**** Data for this task
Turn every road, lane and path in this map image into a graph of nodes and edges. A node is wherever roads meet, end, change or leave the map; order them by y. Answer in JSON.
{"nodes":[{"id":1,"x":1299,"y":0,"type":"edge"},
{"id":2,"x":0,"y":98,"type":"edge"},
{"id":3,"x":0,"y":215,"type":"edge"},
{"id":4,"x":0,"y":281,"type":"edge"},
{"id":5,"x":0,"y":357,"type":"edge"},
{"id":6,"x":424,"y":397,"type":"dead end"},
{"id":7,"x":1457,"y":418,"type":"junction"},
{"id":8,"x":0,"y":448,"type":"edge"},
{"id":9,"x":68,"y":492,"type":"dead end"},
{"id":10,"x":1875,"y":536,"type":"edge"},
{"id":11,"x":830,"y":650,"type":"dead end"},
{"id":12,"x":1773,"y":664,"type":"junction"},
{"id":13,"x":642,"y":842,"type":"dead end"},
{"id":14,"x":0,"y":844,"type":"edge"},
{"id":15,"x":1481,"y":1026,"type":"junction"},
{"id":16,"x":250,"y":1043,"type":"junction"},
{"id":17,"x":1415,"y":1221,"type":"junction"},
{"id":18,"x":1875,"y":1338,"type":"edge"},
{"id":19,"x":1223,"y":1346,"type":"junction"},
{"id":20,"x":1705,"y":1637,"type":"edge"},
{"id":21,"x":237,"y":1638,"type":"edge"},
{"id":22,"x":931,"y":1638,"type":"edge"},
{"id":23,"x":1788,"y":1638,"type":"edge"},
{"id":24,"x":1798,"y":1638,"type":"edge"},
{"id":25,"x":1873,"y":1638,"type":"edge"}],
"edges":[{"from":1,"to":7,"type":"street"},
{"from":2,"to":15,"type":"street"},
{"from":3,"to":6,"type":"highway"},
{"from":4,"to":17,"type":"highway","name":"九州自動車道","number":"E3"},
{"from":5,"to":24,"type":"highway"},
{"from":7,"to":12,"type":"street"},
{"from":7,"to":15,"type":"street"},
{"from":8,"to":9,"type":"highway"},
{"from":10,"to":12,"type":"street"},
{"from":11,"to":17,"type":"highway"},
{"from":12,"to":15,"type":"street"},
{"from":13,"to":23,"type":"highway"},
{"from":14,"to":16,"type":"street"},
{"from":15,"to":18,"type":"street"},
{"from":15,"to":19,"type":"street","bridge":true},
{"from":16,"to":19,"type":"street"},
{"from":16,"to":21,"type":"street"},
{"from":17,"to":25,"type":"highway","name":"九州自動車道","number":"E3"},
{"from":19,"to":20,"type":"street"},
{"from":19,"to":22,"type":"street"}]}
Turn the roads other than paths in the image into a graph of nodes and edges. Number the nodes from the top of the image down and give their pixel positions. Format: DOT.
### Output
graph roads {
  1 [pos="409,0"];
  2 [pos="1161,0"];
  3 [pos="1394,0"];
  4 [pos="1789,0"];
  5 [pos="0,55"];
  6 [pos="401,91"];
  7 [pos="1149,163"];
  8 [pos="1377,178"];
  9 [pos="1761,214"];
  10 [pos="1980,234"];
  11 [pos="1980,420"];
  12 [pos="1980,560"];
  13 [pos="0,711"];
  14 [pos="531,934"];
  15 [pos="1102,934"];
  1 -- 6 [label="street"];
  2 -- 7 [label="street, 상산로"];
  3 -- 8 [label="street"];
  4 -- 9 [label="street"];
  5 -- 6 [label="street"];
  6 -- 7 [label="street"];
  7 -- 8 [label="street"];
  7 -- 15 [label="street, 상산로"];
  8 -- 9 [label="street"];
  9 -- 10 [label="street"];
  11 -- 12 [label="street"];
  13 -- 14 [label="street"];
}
********
The problem: Show all lines above holding "name".

Your solution:
{"from":4,"to":17,"type":"highway","name":"九州自動車道","number":"E3"},
{"from":17,"to":25,"type":"highway","name":"九州自動車道","number":"E3"},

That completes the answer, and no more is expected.